The term, "GPRS Tunneling Protocol (GTP)" is a group of IP-based communications protocols used to carry general packet radio service (GPRS) within, for example, GSM, UMTS and LTE networks. In 3GPP architectures, GTP and proxy mobile IPv6 based interfaces are specified on various interface points. The term "Generic Routing Encapsulation (GRE)", defined by RFC <NUM>, is a simple IP packet encapsulation protocol. A GRE tunnel is used when IP packets need to be sent from one network to another, without being parsed or treated like IP packets by any intervening routers. The term "flow" or "traffic flow" indicates a "packet flow," i.e., a sequence of packets from a source to a certain destination (e.g., it can be a unicast, multicast or broadcast destination, if the network protocol supports it) at a certain point in time. Also, the term "processing" when referring to processing of a packet process refers to a broad scope of operations performed in response to a packet, such as, but not limited to, forwarding/sending, dropping, manipulating/modifying/changing, receiving, duplicating, creating, applying one or more service or application functions to the packet or to the packet switching device (e.g., updating information), etc. Also, as used herein, the term processing in "parallel" is used in the general sense that at least a portion of two or more operations are performed overlapping in time.

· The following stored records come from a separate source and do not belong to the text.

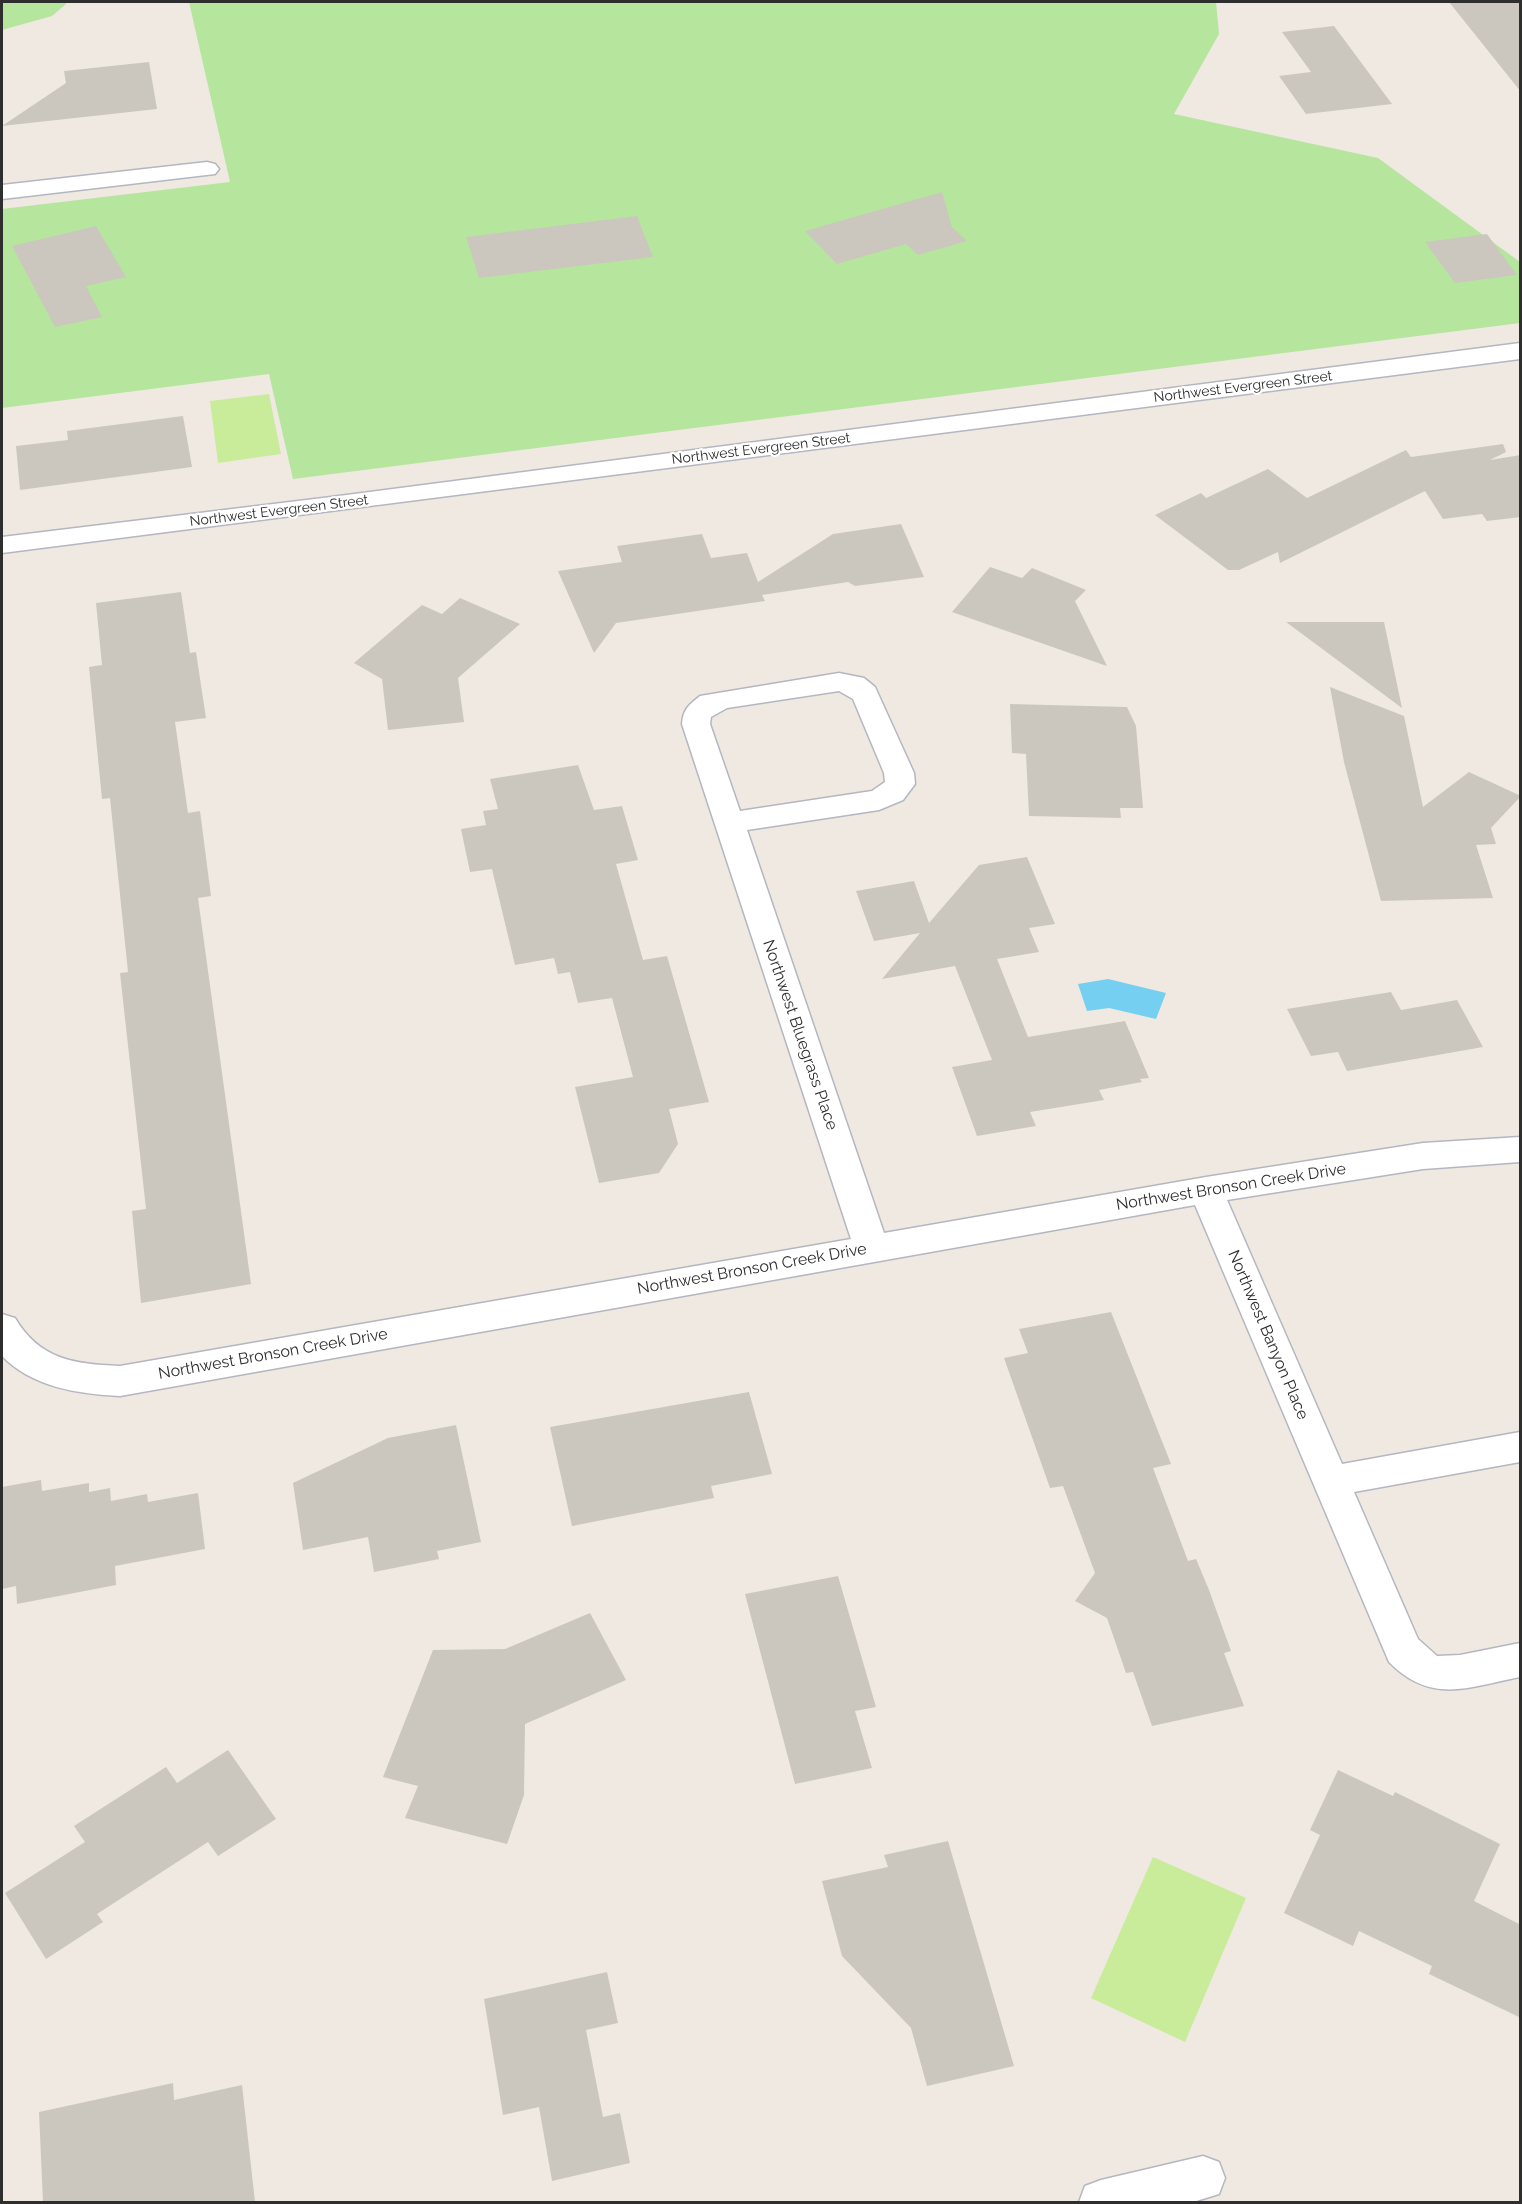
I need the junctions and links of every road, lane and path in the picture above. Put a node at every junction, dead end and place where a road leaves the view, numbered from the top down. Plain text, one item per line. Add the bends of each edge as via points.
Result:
1 (207, 169) dead end
2 (2, 192) edge
3 (1521, 351) edge
4 (2, 545) edge
5 (729, 823) junction
6 (1521, 1149) edge
7 (1206, 1190) junction
8 (871, 1247) junction
9 (2, 1328) edge
10 (1521, 1447) edge
11 (1330, 1481) junction
12 (1521, 1660) edge
13 (1203, 2178) dead end
14 (1101, 2202) edge

1 - 2 street
3 - 4 street, Northwest Evergreen Street
5 - 5 street, Northwest Bluegrass Place via 696,724 697,713 710,703 727,699 839,682 854,685 865,694 899,772 900,784 892,793 879,800
5 - 8 street, Northwest Bluegrass Place
6 - 7 street, Northwest Bronson Creek Drive via 1423,1156
7 - 8 street, Northwest Bronson Creek Drive
7 - 11 street, Northwest Banyon Place
8 - 9 street, Northwest Bronson Creek Drive via 120,1381 88,1380 50,1370 26,1358 6,1338
10 - 11 street
11 - 12 street, Northwest Banyon Place via 1403,1650 1416,1664 1430,1672 1447,1672
13 - 14 street

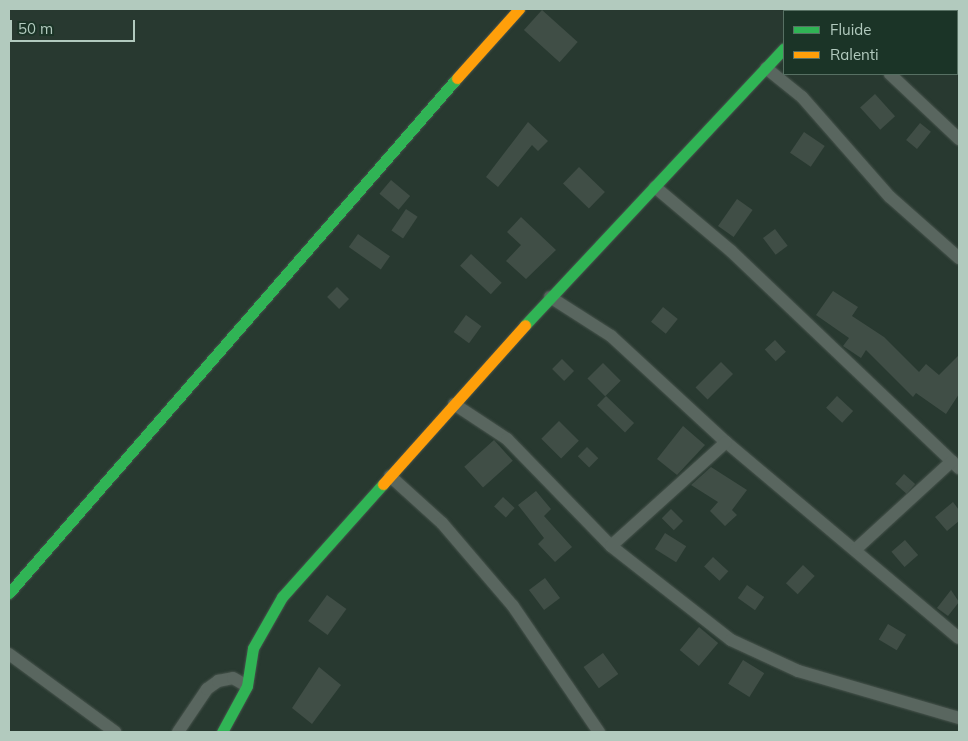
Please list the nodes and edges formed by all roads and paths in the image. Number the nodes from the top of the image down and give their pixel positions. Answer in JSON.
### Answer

As described herein, embodiments include various elements and limitations, with no one element or limitation contemplated as being a critical element or limitation. Each of the claims individually recites an aspect of the embodiment in its entirety. Moreover, some embodiments described may include, but are not limited to, inter alia, systems, networks, integrated circuit chips, embedded processors, ASICs, methods, and computer-readable media containing instructions. One or multiple systems, devices, components, etc., may comprise one or more embodiments, which may include some elements or limitations of a claim being performed by the same or different systems, devices, components, etc. A processing element may be a general processor, task-specific processor, a core of one or more processors, or other co-located, resource-sharing implementation for performing the corresponding processing. The embodiments described hereinafter embody various aspects and configurations, with the figures illustrating exemplary and non-limiting configurations. Computer-readable media and means for performing methods and processing block operations (e.g., a processor and memory or other apparatus configured to perform such operations) are disclosed and are in keeping with the extensible scope of the embodiments. The term "apparatus" is used consistently herein with its common definition of an appliance or device.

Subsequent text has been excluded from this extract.